Originally posted to Data Center POST

By Oliver Jones, CEO, Chayora Limited

Most people are only too aware of the recent emergence of China as the second largest, and soon to be, largest national economy in the world. Based on 2016 figures, the gap between the United States and China is still significant, $18.6 trillion versus $11.2 trillion, according to the World Bank. However, China represents a huge market that cannot be ignored, a 14.9 percent share of the world economy compared to the United States’ 24.7 percent. Growth continued at just under seven percent in 2017 and shows few signs of abating.

Today, nearly 800 million people in China have internet access, and this number is increasing with first-time users of the web numbering more than the adult population of the UK every year. Expectations are that more than one billion of the 1.4 billion people in China will be online within the duration of the next Five Year Plan. It is an enormous market representing more than 20 percent of the world’s online community today. Whilst GDP per capita in China is below Western markets, it is quickly rising, and the spending patterns of consumers across the country are compelling.

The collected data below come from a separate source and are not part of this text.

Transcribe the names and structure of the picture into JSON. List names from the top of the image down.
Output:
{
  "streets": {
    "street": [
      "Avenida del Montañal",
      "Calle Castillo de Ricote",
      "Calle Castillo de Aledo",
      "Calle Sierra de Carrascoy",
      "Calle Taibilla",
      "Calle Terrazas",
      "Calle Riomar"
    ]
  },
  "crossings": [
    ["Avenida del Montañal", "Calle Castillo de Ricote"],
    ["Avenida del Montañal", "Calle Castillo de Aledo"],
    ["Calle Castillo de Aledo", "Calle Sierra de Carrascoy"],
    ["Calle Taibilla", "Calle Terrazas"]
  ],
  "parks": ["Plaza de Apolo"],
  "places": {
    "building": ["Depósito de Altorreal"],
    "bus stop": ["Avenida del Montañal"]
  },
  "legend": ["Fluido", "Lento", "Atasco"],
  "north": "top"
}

However, in terms of accessing the Chinese population for online services, the challenge is wholly different to any other major market in that the national firewall is highly effective, which means businesses wanting to participate in the huge and growing online markets of China must have servers present inside the firewall. This contrasts with any other major economy where servers can be in the U.S. or Europe, and access is enabled across the web.